A truly reliable source says “Enough”.


Frankly, Prize Possessions Are Personal          April 27, 2014

Frank MacAlister was ninety-two when he sold his membership at our golf club last year. Sold not because he couldn’t still play golf. He easily shot his age almost every day he played. He sold it because his macular degeneration had finally made it too dangerous to drive back and forth. As far as I know, Frank still exercises daily and looks and acts twenty years younger.

Frank told me once that he played third base for the U.S. Navy baseball team while stationed in Hawaii during World War II. He named a number of team mates who became major leaguers after the war. Most went over my head, however, the shortstop next to him was Pee Wee Reese. Their team played well and eventually there was a showdown game with the Air Force to decide the season champion.

When the third batter came up, Pee Wee yelled at Frank to back up deep on the grass. Frank asked why. Just do it, Pee Wee commanded. Turned out the batter was Joe DiMaggio.

As it turned out, Frank got a hit that drove in two runs in what became a two-one game. The next day’s Honolulu paper had the headline “MacAlister Powers Navy To Win Over Air Force”. Frank treasured that paper for over forty years. Right up to the day when his wife in a fit pique burned it.


Island Troop Movement                 October 12, 2015

I was six years old when World War II ended in 1945. My oldest brother was 15 and Dad was 56 so our family had no cannon fodder to provide. Doesn’t mean we weren’t involved however. I remember playing with gas masks after the war and pretending unused ration stamps could be used to post imaginary letters and treat like Monopoly money.

My father and two older brothers had a slightly more serious involvement.

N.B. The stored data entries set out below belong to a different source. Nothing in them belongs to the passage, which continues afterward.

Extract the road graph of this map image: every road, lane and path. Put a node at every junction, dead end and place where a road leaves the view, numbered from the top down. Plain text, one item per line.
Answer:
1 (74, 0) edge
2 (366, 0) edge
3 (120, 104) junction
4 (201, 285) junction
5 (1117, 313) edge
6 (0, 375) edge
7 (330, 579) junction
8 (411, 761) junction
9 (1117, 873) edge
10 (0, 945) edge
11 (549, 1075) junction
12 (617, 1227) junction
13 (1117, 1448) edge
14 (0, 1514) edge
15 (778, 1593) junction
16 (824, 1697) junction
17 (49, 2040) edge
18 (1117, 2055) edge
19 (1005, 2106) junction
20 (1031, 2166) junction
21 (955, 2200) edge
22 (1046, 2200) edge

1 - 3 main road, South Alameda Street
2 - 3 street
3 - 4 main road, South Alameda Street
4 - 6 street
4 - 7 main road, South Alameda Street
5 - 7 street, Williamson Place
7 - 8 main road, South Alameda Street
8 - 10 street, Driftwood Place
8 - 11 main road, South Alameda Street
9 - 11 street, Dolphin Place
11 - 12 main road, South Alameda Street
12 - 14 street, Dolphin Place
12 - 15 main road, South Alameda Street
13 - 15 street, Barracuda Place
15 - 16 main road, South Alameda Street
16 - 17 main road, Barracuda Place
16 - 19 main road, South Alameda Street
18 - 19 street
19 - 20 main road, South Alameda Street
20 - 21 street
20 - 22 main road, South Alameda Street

Dad was charged with bringing together and training a home guard militia on our small Gulf Island. It consisted of perhaps two dozen old men and boys, mostly armed with whatever rifles they happened to own. Dad set up a modest target range up behind the fields on the opposite side of the valley. I remember going to a pracitice as a spectator. Great fun watching them fire away at a row of targets, then pause and go up to see if any were hit.

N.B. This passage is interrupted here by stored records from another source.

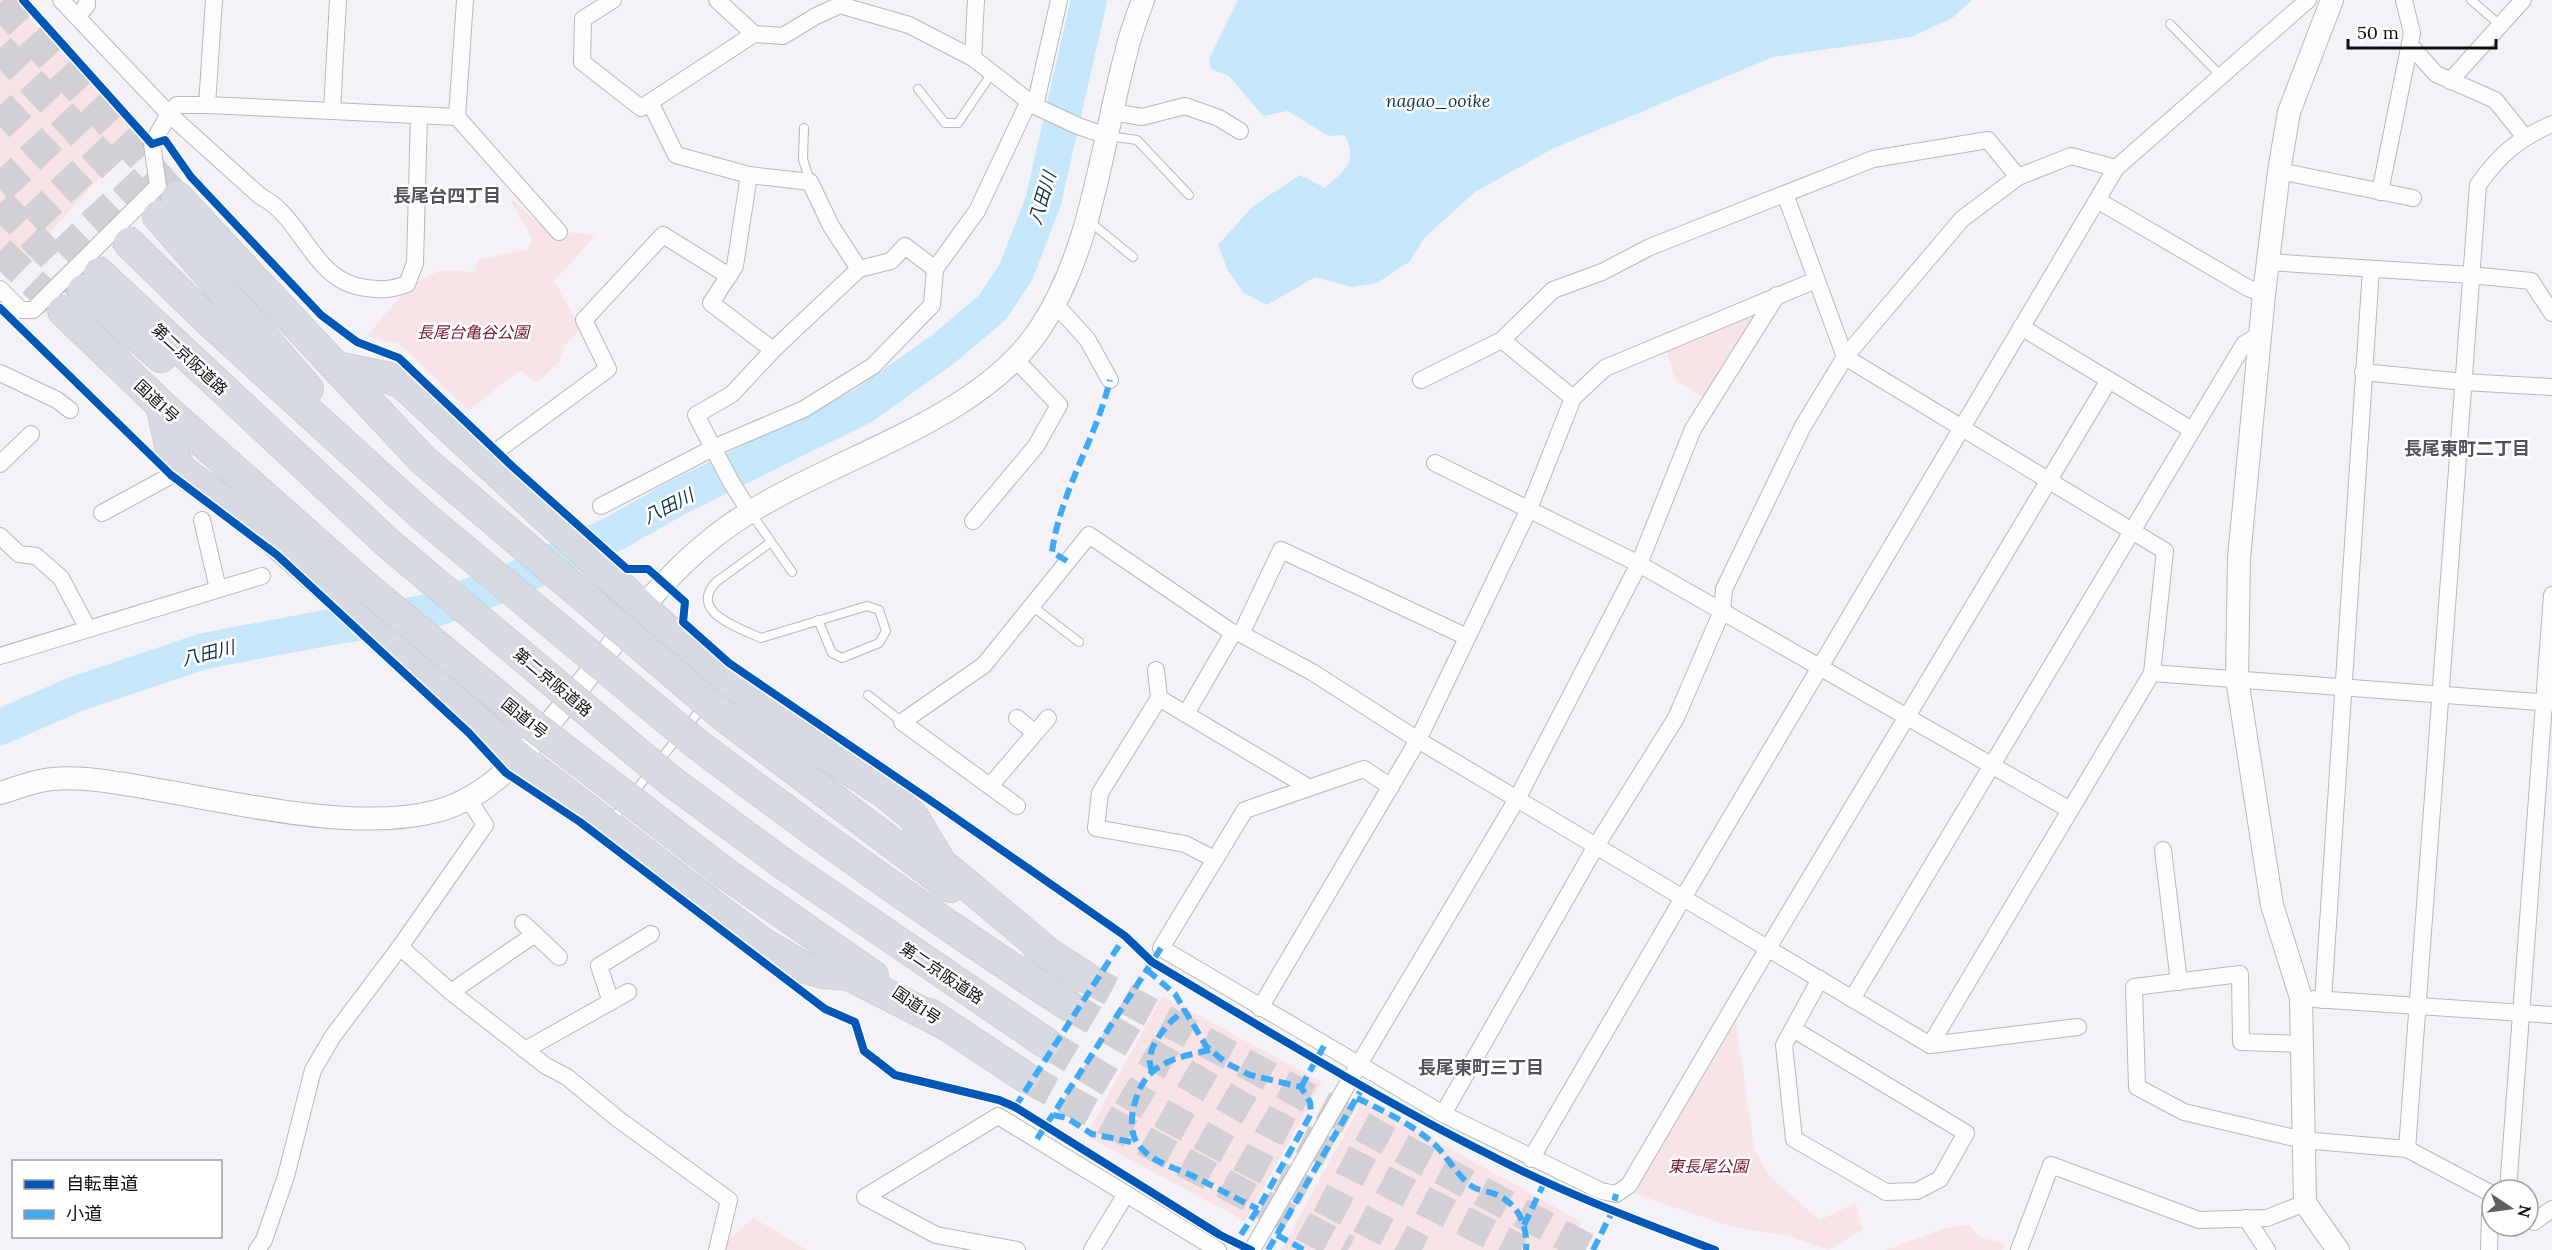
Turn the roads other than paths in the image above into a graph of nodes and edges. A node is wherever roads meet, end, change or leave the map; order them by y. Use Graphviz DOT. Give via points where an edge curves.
graph roads {
  1 [pos="61,0"];
  2 [pos="87,0"];
  3 [pos="214,0"];
  4 [pos="338,0"];
  5 [pos="465,0"];
  6 [pos="613,0"];
  7 [pos="717,0"];
  8 [pos="976,0"];
  9 [pos="1059,0"];
  10 [pos="1143,0"];
  11 [pos="2308,0"];
  12 [pos="2332,0"];
  13 [pos="2404,0"];
  14 [pos="2471,0"];
  15 [pos="2523,0"];
  16 [pos="78,16"];
  17 [pos="2170,24"];
  18 [pos="2500,25"];
  19 [pos="754,34"];
  20 [pos="2410,45"];
  21 [pos="973,58"];
  22 [pos="992,73"];
  23 [pos="2221,76"];
  24 [pos="2450,81"];
  25 [pos="918,89"];
  26 [pos="650,102"];
  27 [pos="207,105"];
  28 [pos="1037,106"];
  29 [pos="332,111"];
  30 [pos="1112,112"];
  31 [pos="169,114"];
  32 [pos="419,115"];
  33 [pos="457,117"];
  34 [pos="2552,124"];
  35 [pos="804,128"];
  36 [pos="1240,131"];
  37 [pos="1107,136"];
  38 [pos="2524,136"];
  39 [pos="2116,168"];
  40 [pos="2279,171"];
  41 [pos="749,174"];
  42 [pos="2018,177"];
  43 [pos="810,182"];
  44 [pos="2380,192"];
  45 [pos="1785,194"];
  46 [pos="1189,195"];
  47 [pos="2413,198"];
  48 [pos="2097,200"];
  49 [pos="1086,219"];
  50 [pos="559,232"];
  51 [pos="129,243"];
  52 [pos="1133,257"];
  53 [pos="2268,262"];
  54 [pos="2371,268"];
  55 [pos="859,269"];
  56 [pos="934,269"];
  57 [pos="2471,275"];
  58 [pos="729,276"];
  59 [pos="1816,280"];
  60 [pos="91,281"];
  61 [pos="0,289"];
  62 [pos="2264,294"];
  63 [pos="1777,295"];
  64 [pos="1054,304"];
  65 [pos="63,311"];
  66 [pos="2552,313"];
  67 [pos="2022,327"];
  68 [pos="2260,335"];
  69 [pos="1502,340"];
  70 [pos="773,350"];
  71 [pos="1845,357"];
  72 [pos="1016,360"];
  73 [pos="336,367"];
  74 [pos="2363,372"];
  75 [pos="0,373"];
  76 [pos="1110,380"];
  77 [pos="1421,380"];
  78 [pos="2109,380"];
  79 [pos="2463,382"];
  80 [pos="2552,387"];
  81 [pos="1573,398"];
  82 [pos="161,405"];
  83 [pos="70,410"];
  84 [pos="1961,428"];
  85 [pos="2192,430"];
  86 [pos="31,434"];
  87 [pos="716,453"];
  88 [pos="483,461"];
  89 [pos="1435,463"];
  90 [pos="0,464"];
  91 [pos="181,470"];
  92 [pos="2048,481"];
  93 [pos="400,495"];
  94 [pos="601,506"];
  95 [pos="1529,509"];
  96 [pos="750,512"];
  97 [pos="102,513"];
  98 [pos="202,520"];
  99 [pos="973,521"];
  100 [pos="2132,531"];
  101 [pos="0,536"];
  102 [pos="771,542"];
  103 [pos="1639,564"];
  104 [pos="792,572"];
  105 [pos="262,576"];
  106 [pos="218,589"];
  107 [pos="2552,595"];
  108 [pos="1032,606"];
  109 [pos="645,608"];
  110 [pos="1722,611"];
  111 [pos="818,620"];
  112 [pos="88,629"];
  113 [pos="1237,634"];
  114 [pos="1467,637"];
  115 [pos="1079,642"];
  116 [pos="0,656"];
  117 [pos="1820,667"];
  118 [pos="1156,670"];
  119 [pos="2152,673"];
  120 [pos="2237,679"];
  121 [pos="723,682"];
  122 [pos="2342,687"];
  123 [pos="868,695"];
  124 [pos="2442,696"];
  125 [pos="1159,698"];
  126 [pos="2549,703"];
  127 [pos="1186,714"];
  128 [pos="1907,717"];
  129 [pos="1017,718"];
  130 [pos="1048,718"];
  131 [pos="902,722"];
  132 [pos="1035,733"];
  133 [pos="1418,740"];
  134 [pos="520,758"];
  135 [pos="1992,765"];
  136 [pos="990,786"];
  137 [pos="1308,787"];
  138 [pos="1390,787"];
  139 [pos="0,793"];
  140 [pos="468,798"];
  141 [pos="1517,799"];
  142 [pos="1017,806"];
  143 [pos="2070,810"];
  144 [pos="609,824"];
  145 [pos="1596,846"];
  146 [pos="2163,850"];
  147 [pos="1214,859"];
  148 [pos="1683,898"];
  149 [pos="651,934"];
  150 [pos="400,947"];
  151 [pos="1768,948"];
  152 [pos="559,957"];
  153 [pos="1053,957"];
  154 [pos="1085,977"];
  155 [pos="1820,979"];
  156 [pos="2179,982"];
  157 [pos="451,992"];
  158 [pos="628,992"];
  159 [pos="1852,999"];
  160 [pos="2312,999"];
  161 [pos="611,1002"];
  162 [pos="1068,1005"];
  163 [pos="2418,1006"];
  164 [pos="1260,1008"];
  165 [pos="2521,1013"];
  166 [pos="2552,1015"];
  167 [pos="945,1024"];
  168 [pos="2078,1026"];
  169 [pos="1793,1029"];
  170 [pos="1046,1044"];
  171 [pos="2301,1044"];
  172 [pos="1930,1045"];
  173 [pos="525,1050"];
  174 [pos="1358,1066"];
  175 [pos="1025,1077"];
  176 [pos="1443,1114"];
  177 [pos="2303,1140"];
  178 [pos="2407,1149"];
  179 [pos="1531,1159"];
  180 [pos="2509,1178"];
  181 [pos="2480,1188"];
  182 [pos="1126,1194"];
  183 [pos="2305,1203"];
  184 [pos="2246,1218"];
  185 [pos="257,1250"];
  186 [pos="717,1250"];
  187 [pos="1017,1250"];
  188 [pos="1092,1250"];
  189 [pos="1218,1250"];
  190 [pos="1252,1250"];
  191 [pos="2019,1250"];
  192 [pos="2267,1250"];
  193 [pos="2338,1250"];
  1 -- 16 [label="street"];
  2 -- 16 [label="street"];
  3 -- 27 [label="street"];
  4 -- 29 [label="street"];
  5 -- 33 [label="street"];
  6 -- 26 [label="street" via="582,19 582,62 641,108"];
  7 -- 19 [label="street"];
  8 -- 21 [label="street"];
  9 -- 28 [label="street"];
  10 -- 30 [label="street"];
  11 -- 23 [label="street"];
  12 -- 40 [label="street" via="2289,112"];
  13 -- 20 [label="street" via="2412,33"];
  14 -- 18 [label="lane"];
  15 -- 18 [label="street"];
  16 -- 31 [label="street"];
  17 -- 23 [label="lane"];
  18 -- 24 [label="street"];
  19 -- 21 [label="street" via="783,36 840,5 909,25"];
  19 -- 26 [label="street"];
  20 -- 24 [label="street" via="2436,74"];
  20 -- 44 [label="street"];
  21 -- 22 [label="street"];
  22 -- 25 [label="lane" via="958,123 945,123"];
  22 -- 28 [label="street"];
  23 -- 39 [label="street"];
  24 -- 38 [label="street" via="2495,100"];
  26 -- 41 [label="street" via="676,155"];
  27 -- 29 [label="street"];
  27 -- 31 [label="street" via="177,105"];
  28 -- 37 [label="street"];
  28 -- 56 [label="street" via="977,212"];
  29 -- 32 [label="street"];
  30 -- 36 [label="street" via="1142,117 1185,106 1219,118"];
  30 -- 37 [label="street"];
  31 -- 32 [label="street" via="260,196 275,204 332,275 355,287 388,291 406,284 416,263"];
  31 -- 61 [label="street" via="152,144 158,186 33,310 21,310"];
  32 -- 33 [label="street"];
  33 -- 50 [label="street"];
  34 -- 38 [label="street"];
  35 -- 43 [label="lane" via="803,159"];
  37 -- 46 [label="lane" via="1137,140"];
  37 -- 49 [label="street"];
  38 -- 57 [label="street" via="2491,166 2478,185"];
  39 -- 42 [label="street" via="2071,156"];
  39 -- 48 [label="street"];
  40 -- 44 [label="street"];
  40 -- 53 [label="street"];
  41 -- 43 [label="street"];
  41 -- 58 [label="street" via="735,266"];
  42 -- 45 [label="street" via="1988,140 1873,159"];
  42 -- 71 [label="street" via="1962,219"];
  43 -- 55 [label="street" via="831,226"];
  44 -- 47 [label="street"];
  45 -- 59 [label="street"];
  45 -- 69 [label="street" via="1553,290"];
  48 -- 62 [label="street"];
  48 -- 67 [label="street"];
  49 -- 52 [label="lane"];
  49 -- 64 [label="street"];
  51 -- 93 [label="highway"];
  53 -- 54 [label="street"];
  53 -- 62 [label="street"];
  54 -- 57 [label="street"];
  54 -- 74 [label="street"];
  55 -- 56 [label="street" via="891,261 905,246"];
  55 -- 70 [label="street"];
  56 -- 87 [label="street" via="932,305 873,366 804,409"];
  57 -- 66 [label="street" via="2531,281"];
  57 -- 79 [label="street"];
  58 -- 70 [label="street" via="711,303"];
  58 -- 88 [label="street" via="663,235 584,320 608,369"];
  59 -- 63 [label="street"];
  59 -- 71 [label="street"];
  60 -- 170 [label="highway, 第二京阪道路, bridge" via="125,328 671,781 785,865"];
  62 -- 68 [label="street"];
  63 -- 81 [label="street" via="1605,368"];
  63 -- 103 [label="street" via="1693,429"];
  64 -- 72 [label="street"];
  64 -- 76 [label="street" via="1087,339"];
  65 -- 82 [label="highway, 国道1号"];
  67 -- 78 [label="street"];
  67 -- 84 [label="street"];
  68 -- 85 [label="street" via="2244,344"];
  68 -- 120 [label="street" via="2239,558"];
  69 -- 77 [label="street"];
  69 -- 81 [label="street"];
  70 -- 87 [label="street" via="732,394 696,415"];
  71 -- 84 [label="street"];
  71 -- 110 [label="street" via="1783,467 1724,589"];
  72 -- 96 [label="street" via="969,397 930,420"];
  72 -- 99 [label="street" via="1059,405 1036,446"];
  73 -- 88 [label="highway" via="402,383"];
  73 -- 93 [label="highway" via="167,207"];
  73 -- 153 [label="highway, bridge" via="423,460 725,717 942,882"];
  74 -- 79 [label="street"];
  74 -- 122 [label="street"];
  75 -- 83 [label="street"];
  78 -- 85 [label="street"];
  78 -- 92 [label="street"];
  79 -- 80 [label="street"];
  79 -- 124 [label="street"];
  81 -- 95 [label="street"];
  82 -- 91 [label="highway" via="171,450"];
  82 -- 167 [label="highway, 国道1号, bridge" via="365,586 536,728 735,880"];
  84 -- 92 [label="street"];
  84 -- 117 [label="street"];
  85 -- 100 [label="street"];
  86 -- 90 [label="street"];
  87 -- 94 [label="street"];
  87 -- 96 [label="street"];
  88 -- 109 [label="highway"];
  89 -- 95 [label="street"];
  91 -- 97 [label="street"];
  91 -- 134 [label="highway" via="261,530"];
  92 -- 100 [label="street"];
  92 -- 128 [label="street"];
  93 -- 162 [label="highway, bridge" via="697,744 818,836"];
  95 -- 103 [label="street"];
  95 -- 114 [label="street"];
  96 -- 102 [label="lane"];
  96 -- 109 [label="street" via="708,541"];
  98 -- 106 [label="street"];
  100 -- 119 [label="street" via="2165,551"];
  100 -- 135 [label="street"];
  101 -- 112 [label="street" via="19,554 36,556 61,578"];
  102 -- 104 [label="lane"];
  102 -- 111 [label="lane" via="716,582 708,596 709,607 718,617 760,638"];
  103 -- 110 [label="street"];
  103 -- 141 [label="street"];
  105 -- 106 [label="street"];
  106 -- 112 [label="street"];
  107 -- 126 [label="street"];
  108 -- 113 [label="street" via="1089,535"];
  108 -- 115 [label="lane"];
  108 -- 131 [label="street" via="984,665"];
  109 -- 121 [label="highway"];
  109 -- 134 [label="street"];
  110 -- 117 [label="street"];
  110 -- 145 [label="street" via="1676,718"];
  111 -- 111 [label="lane" via="867,606 879,610 886,631 879,643 842,658 832,653"];
  112 -- 116 [label="street"];
  113 -- 114 [label="street" via="1281,550"];
  113 -- 127 [label="street"];
  113 -- 133 [label="street" via="1312,672"];
  114 -- 133 [label="street"];
  117 -- 128 [label="street"];
  117 -- 148 [label="street"];
  118 -- 125 [label="street"];
  119 -- 120 [label="street"];
  119 -- 143 [label="street"];
  120 -- 122 [label="street"];
  120 -- 160 [label="street" via="2272,905"];
  121 -- 144 [label="lane"];
  121 -- 153 [label="highway" via="912,815 941,863"];
  122 -- 124 [label="street"];
  122 -- 160 [label="street"];
  123 -- 131 [label="lane"];
  124 -- 126 [label="street"];
  124 -- 163 [label="street"];
  125 -- 127 [label="street"];
  125 -- 147 [label="street" via="1100,793 1096,828 1185,844"];
  126 -- 165 [label="street"];
  127 -- 137 [label="street"];
  128 -- 135 [label="street"];
  128 -- 151 [label="street"];
  129 -- 132 [label="street"];
  130 -- 132 [label="street"];
  131 -- 136 [label="street"];
  132 -- 136 [label="street"];
  133 -- 138 [label="street"];
  133 -- 141 [label="street"];
  134 -- 140 [label="street" via="506,773"];
  134 -- 144 [label="highway"];
  135 -- 143 [label="street"];
  135 -- 159 [label="street"];
  136 -- 142 [label="street"];
  137 -- 138 [label="street" via="1364,769"];
  137 -- 147 [label="street" via="1245,810"];
  138 -- 164 [label="street"];
  139 -- 140 [label="street" via="53,779 112,782 309,814 354,817 417,815 440,811"];
  140 -- 150 [label="street" via="485,825"];
  141 -- 145 [label="street"];
  141 -- 174 [label="street"];
  143 -- 172 [label="street"];
  144 -- 167 [label="highway" via="788,958 822,973 849,975"];
  145 -- 148 [label="street"];
  145 -- 176 [label="street"];
  146 -- 156 [label="street"];
  147 -- 164 [label="street" via="1161,948"];
  148 -- 151 [label="street"];
  148 -- 179 [label="street"];
  149 -- 161 [label="street" via="599,966"];
  150 -- 157 [label="street"];
  150 -- 185 [label="street" via="333,1036 313,1070 286,1176"];
  151 -- 155 [label="street"];
  151 -- 179 [label="street" via="1629,1185 1616,1194 1601,1191"];
  152 -- 157 [label="street" via="529,929"];
  153 -- 154 [label="highway"];
  155 -- 159 [label="street"];
  155 -- 169 [label="street"];
  156 -- 171 [label="street" via="2240,974 2241,1042"];
  156 -- 177 [label="street" via="2133,987 2137,1087 2184,1112"];
  157 -- 173 [label="street"];
  158 -- 161 [label="street"];
  159 -- 172 [label="street"];
  160 -- 163 [label="street"];
  160 -- 171 [label="street"];
  161 -- 173 [label="street"];
  163 -- 165 [label="street"];
  163 -- 178 [label="street"];
  164 -- 174 [label="street"];
  165 -- 166 [label="street"];
  165 -- 180 [label="street"];
  167 -- 175 [label="highway, 国道1号"];
  168 -- 172 [label="street"];
  169 -- 169 [label="street" via="1784,1045 1794,1139 1886,1192 1917,1191 1940,1179 1966,1133"];
  171 -- 177 [label="street"];
  173 -- 186 [label="street" via="567,1077 729,1200"];
  174 -- 176 [label="street"];
  174 -- 190 [label="street"];
  176 -- 179 [label="street"];
  177 -- 178 [label="street"];
  177 -- 183 [label="street"];
  178 -- 181 [label="street"];
  182 -- 187 [label="street" via="998,1116 866,1197 936,1236"];
  182 -- 188 [label="street"];
  182 -- 189 [label="street"];
  183 -- 184 [label="street" via="2267,1218"];
  183 -- 193 [label="street"];
  184 -- 191 [label="street" via="2199,1220 2051,1165"];
  184 -- 192 [label="street"];
}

My oldest brother had a 30-30 rifle and was probably the best marksman thanks to a number of years spent supplying the family with venison. Dad and the second brother had short barrel 30-30 carbines. The outfit was supplied with one machine gun, a well-used Bren gun that fired off at least a dozen rounds before jamming. It made a lot of noise as it flung bullets off in random directions.

Even though Japanese forces were reported seen in Alaskan waters and there was a vague threat of invasion, our little army—squadron—unit—patrol—ragtag band didn’t expect to see much action. That is until sometime in 1943 when our phone rang one evening. Someone had spotted signal lights on top of Mount Tuam. They must be Japanese because no locals ever climbed to that spot.

Dad mustered the troops, at least those with enough courage to show up at the base of the mountain. (It qualified as a mountain since it was over 2,000 feet high.) Off they tromped up the hill in the dark. Thinking back on it now, one has to wonder what raced through their minds. There was abundant cause for fear. Did they think they could succeed against a real military force? Certainly not. Yet they all pressed on. Perhaps group psychology forces individuals to face death rather than the later consequences of bailing out. Probably had one taken the initiative to turn back they would have all been hard on his heels. But none did and they continued to the peak.

What did Dad tell them when he directed them to spread out. I know what I would have said. “If you see the enemy, take one shot and run like hell!” Fortunately, they found no one and even more fortunately, didn’t shoot each other. Towards morning they re-emerged in the valley, tired, muddy, scratched up and grateful for the outcome.

Later speculation favored the theory that the unnamed spotter had seen the moon poking through trees waving in the wind. And with that, my immediate family’s participation in the war ended.